Quindi bisognerà dire a tutte queste persone che si
preoccupano di noi o per noi: non abbiamo paura del futuro, è il vostro futuro
che ha paura di noi. Non abbiamo paura della strada, del cambiamento, della
rivolta. Non abbiamo paura di perdere il nostro lavoro o i nostri riferimenti,
i nostri privilegi e il nostro piccolo conforto. Ce ne freghiamo completamente
del vostro mondo, quello che vogliamo è tentare qualcosa, qualcosa di nuovo,
inaudito, inverosimile. E voi non ci farete credere che il risultato potrebbe
essere peggiore del merdaio che ci avete lasciato. "Ma che cosa
proponete?” Ficcatevi al culo questa domanda.
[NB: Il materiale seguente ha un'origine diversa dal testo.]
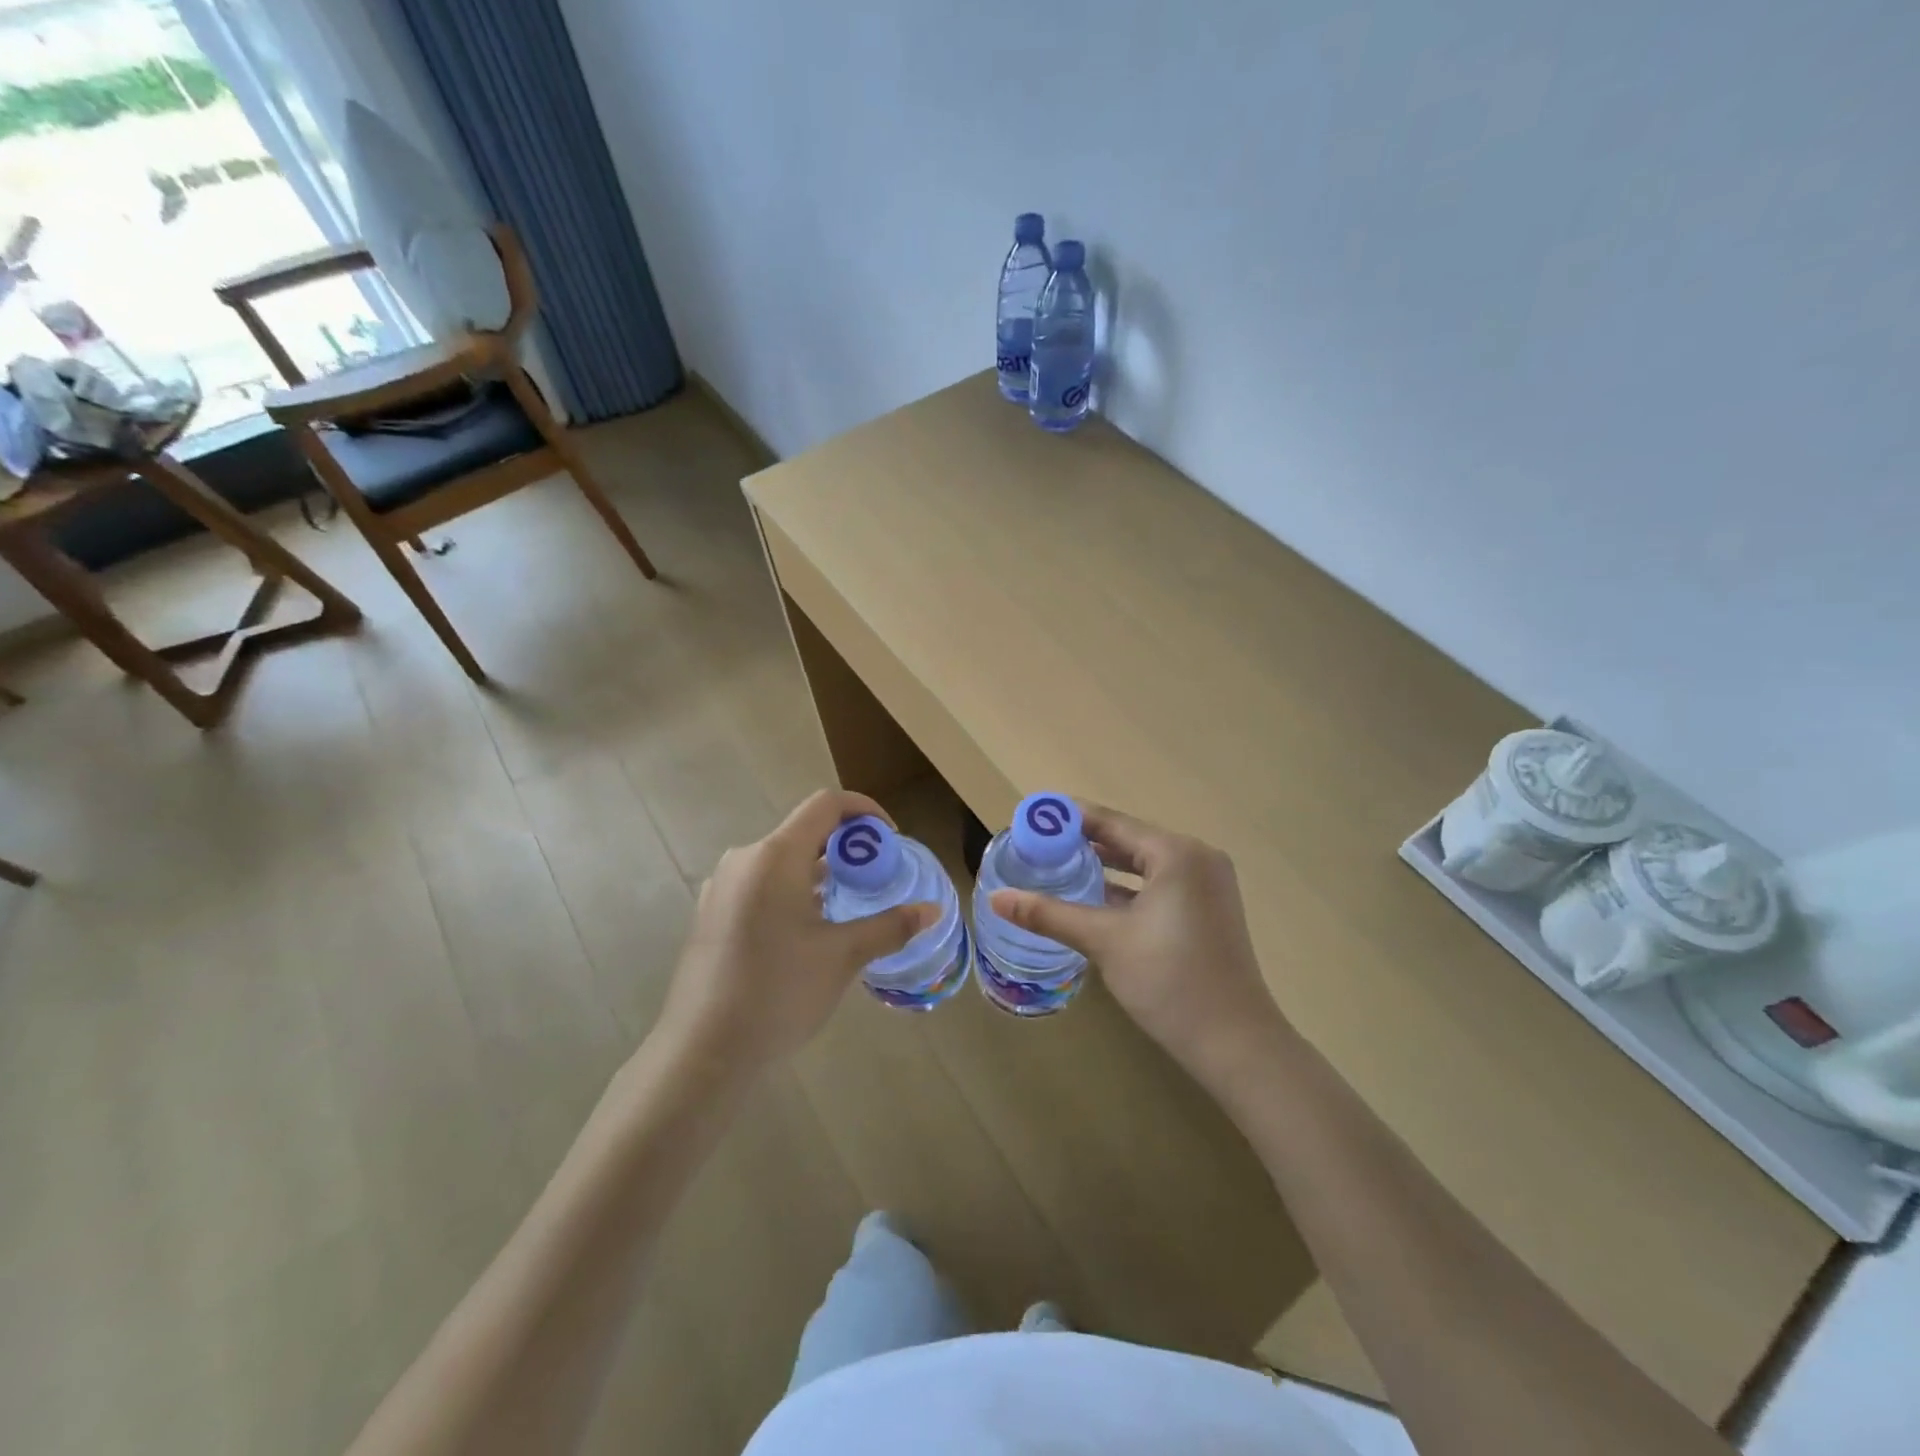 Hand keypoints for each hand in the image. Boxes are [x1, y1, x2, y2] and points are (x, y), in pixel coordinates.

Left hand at [658, 789, 937, 1072]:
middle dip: (846, 847)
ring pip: (782, 859)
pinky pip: (761, 883)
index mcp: (774, 856)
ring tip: (848, 905)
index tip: (891, 838)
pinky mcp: (712, 912)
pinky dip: (793, 889)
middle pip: (804, 830)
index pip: (826, 804)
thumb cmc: (778, 992)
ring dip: (820, 870)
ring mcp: (722, 886)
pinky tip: (808, 931)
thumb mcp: (842, 957)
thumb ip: (890, 926)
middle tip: (877, 878)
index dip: (864, 811)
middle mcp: (745, 859)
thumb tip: (933, 911)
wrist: (702, 1050)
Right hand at [989, 804, 1288, 1085]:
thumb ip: (1049, 914)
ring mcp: (1206, 886)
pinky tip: (1093, 898)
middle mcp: (1196, 858)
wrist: (1236, 1044)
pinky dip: (1127, 888)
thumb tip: (996, 898)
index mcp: (1176, 853)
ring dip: (1104, 866)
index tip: (1032, 817)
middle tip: (1037, 845)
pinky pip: (1158, 885)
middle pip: (1128, 839)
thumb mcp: (1104, 941)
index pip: (1112, 822)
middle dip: (1083, 842)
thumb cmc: (1169, 981)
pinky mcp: (1207, 911)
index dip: (1069, 819)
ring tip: (1057, 866)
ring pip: (1144, 864) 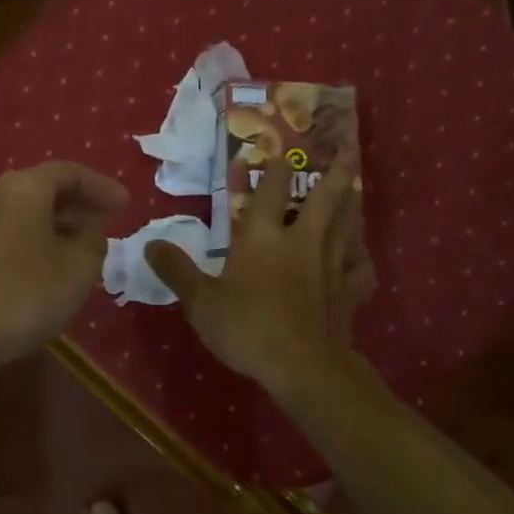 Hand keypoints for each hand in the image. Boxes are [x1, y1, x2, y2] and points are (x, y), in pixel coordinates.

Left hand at [0, 161, 128, 364]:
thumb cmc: (26, 293)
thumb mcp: (79, 269)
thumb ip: (93, 243)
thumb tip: (89, 235)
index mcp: (23, 189)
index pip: (69, 173)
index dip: (101, 187)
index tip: (126, 204)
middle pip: (44, 191)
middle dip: (79, 206)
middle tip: (108, 222)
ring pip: (25, 216)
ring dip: (57, 227)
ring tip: (84, 248)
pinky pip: (9, 238)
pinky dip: (35, 243)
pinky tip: (51, 268)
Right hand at [145, 149, 374, 392]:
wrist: (300, 366)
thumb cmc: (246, 328)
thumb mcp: (200, 302)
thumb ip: (177, 271)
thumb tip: (149, 244)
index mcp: (265, 236)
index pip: (271, 188)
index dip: (271, 165)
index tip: (274, 148)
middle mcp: (303, 239)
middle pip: (325, 195)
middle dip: (336, 168)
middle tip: (348, 146)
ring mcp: (333, 263)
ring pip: (349, 222)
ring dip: (353, 201)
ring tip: (356, 186)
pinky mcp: (352, 290)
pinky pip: (364, 266)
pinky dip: (363, 256)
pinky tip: (360, 254) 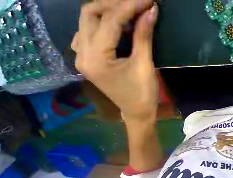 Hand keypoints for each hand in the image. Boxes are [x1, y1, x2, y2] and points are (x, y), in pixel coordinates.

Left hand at [71, 0, 158, 119]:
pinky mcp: (87, 59)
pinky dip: (100, 23)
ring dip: (106, 12)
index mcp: (96, 58)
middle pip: (90, 14)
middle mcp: (82, 54)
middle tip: (135, 4)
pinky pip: (87, 32)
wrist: (136, 111)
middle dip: (114, 4)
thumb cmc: (143, 94)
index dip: (130, 6)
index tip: (147, 1)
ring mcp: (82, 56)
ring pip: (86, 21)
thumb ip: (144, 37)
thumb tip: (150, 12)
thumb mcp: (145, 66)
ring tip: (127, 13)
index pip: (110, 21)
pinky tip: (113, 26) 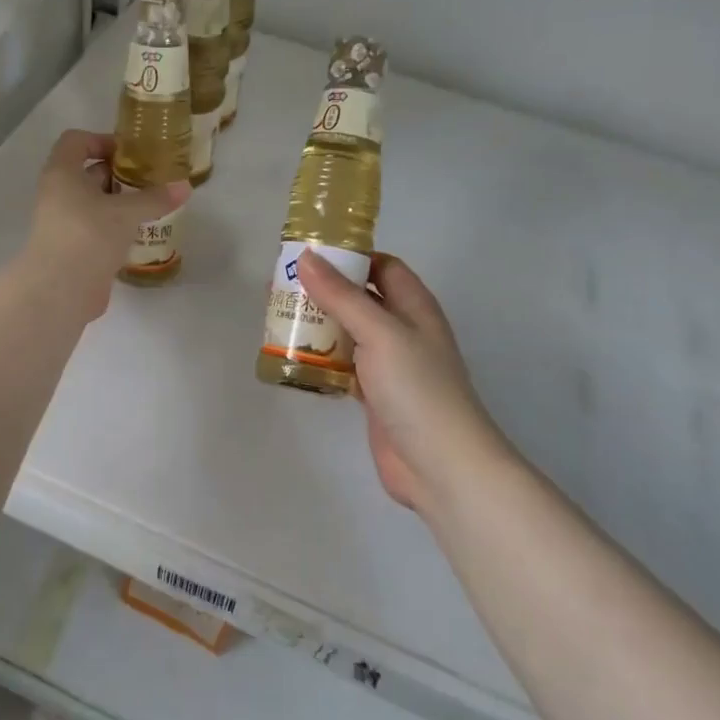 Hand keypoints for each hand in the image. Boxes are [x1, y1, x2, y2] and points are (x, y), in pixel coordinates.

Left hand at [22, 130, 188, 318]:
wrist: (60, 291)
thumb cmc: (88, 235)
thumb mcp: (126, 212)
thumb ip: (155, 198)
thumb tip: (184, 186)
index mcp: (62, 173)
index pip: (76, 141)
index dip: (102, 140)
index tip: (131, 153)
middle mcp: (58, 194)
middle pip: (88, 172)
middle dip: (120, 174)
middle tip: (151, 181)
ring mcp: (63, 223)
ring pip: (93, 203)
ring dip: (120, 203)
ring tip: (152, 207)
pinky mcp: (72, 248)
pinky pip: (95, 228)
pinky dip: (115, 227)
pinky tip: (140, 234)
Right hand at [294, 251, 512, 513]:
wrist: (441, 465)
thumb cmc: (416, 388)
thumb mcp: (379, 332)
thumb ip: (342, 295)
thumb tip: (306, 257)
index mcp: (414, 306)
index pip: (382, 266)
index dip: (351, 256)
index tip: (309, 254)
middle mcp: (403, 330)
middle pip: (361, 297)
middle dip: (325, 290)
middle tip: (281, 286)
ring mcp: (390, 365)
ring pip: (349, 332)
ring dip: (320, 324)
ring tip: (279, 317)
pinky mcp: (376, 395)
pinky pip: (344, 365)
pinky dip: (322, 359)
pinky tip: (294, 357) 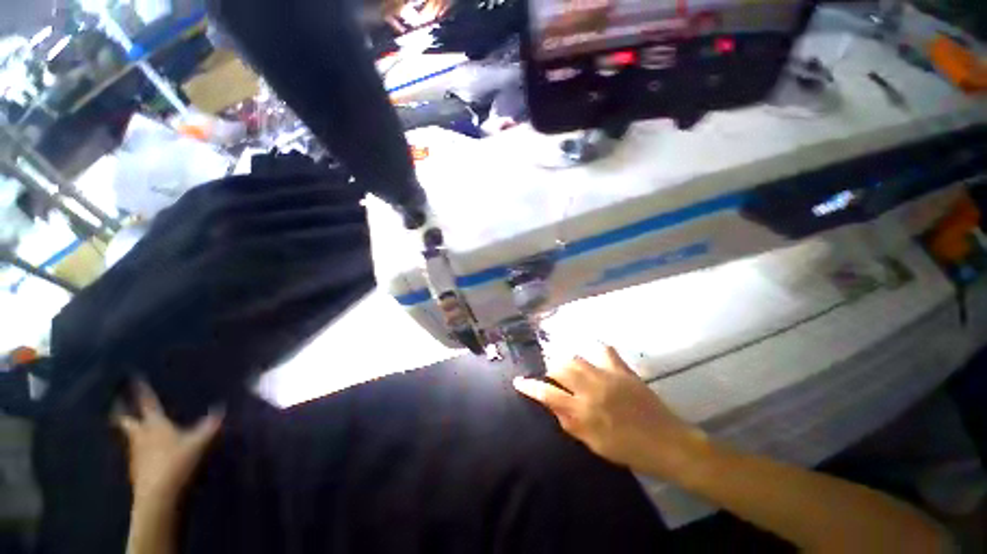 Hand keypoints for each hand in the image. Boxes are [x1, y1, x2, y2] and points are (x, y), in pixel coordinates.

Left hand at [116, 382, 222, 504]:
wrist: (158, 495)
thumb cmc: (177, 462)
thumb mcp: (199, 442)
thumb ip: (210, 425)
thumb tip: (222, 408)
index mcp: (155, 425)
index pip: (148, 404)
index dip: (142, 391)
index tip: (134, 378)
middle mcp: (141, 436)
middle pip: (127, 421)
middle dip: (122, 411)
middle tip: (117, 402)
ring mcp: (136, 453)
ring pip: (129, 436)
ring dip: (129, 429)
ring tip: (131, 425)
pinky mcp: (136, 468)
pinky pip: (135, 451)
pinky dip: (137, 445)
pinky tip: (143, 450)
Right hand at [513, 346, 707, 479]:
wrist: (667, 443)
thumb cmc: (628, 449)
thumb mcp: (594, 444)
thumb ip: (570, 423)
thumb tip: (552, 406)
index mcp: (583, 411)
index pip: (548, 394)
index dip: (530, 387)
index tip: (519, 381)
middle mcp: (591, 389)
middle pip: (560, 369)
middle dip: (550, 370)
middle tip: (552, 377)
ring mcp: (607, 376)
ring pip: (577, 358)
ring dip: (568, 361)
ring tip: (569, 368)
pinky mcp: (623, 370)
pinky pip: (606, 351)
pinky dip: (597, 349)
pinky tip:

Per voi, dovremmo essere non solo
giovani e stupidi, ma anche “giovani con le proposte”. La vita non è un video
per le presidenziali non proponiamo nulla, invitiamo allo sconvolgimento, al
sollevamento, all'insurrezione. Di idee ne abbiamo e ne avremo, e ciò casca a
fagiolo perché morirete ben prima di noi
La questione non è di avere 16, 30 o 77 anni. Dobbiamo
smettere di credere che la gioventù è una fase di transizione. Non si è giovani
e poi, in seguito, vecchi. Non si è vecchi perché si è stati giovani. La
gioventù è l'opposto del lasciarsi andare: è partire all'assalto del mondo,
compreso quando si tratta di rovesciarlo.
La legge El Khomri è forse un pretesto – il pretesto che ci
mancava - per scendere in strada, occupando gli edifici pubblici, incontrarci e
decidere insieme. Sappiamo tutti che se non lo facciamo ora, se manchiamo di
audacia e coraggio, il ritorno alla normalità sarà ancora più brutale: la vita
di merda e le elezioni 2017 di merda. Cerchiamo meno di produrre un movimento
di giovani che di pensare la gioventù del movimento. Vale a dire, dargli la
possibilità di non essere quello che i movimenti precedenti erano. Permettergli
di essere imprevedibile. Diamogli l'opportunità di non ripetere ciò che la
generazione precedente ha fatto. Miriamo alla rivolta. Dai 7 ai 77 anni.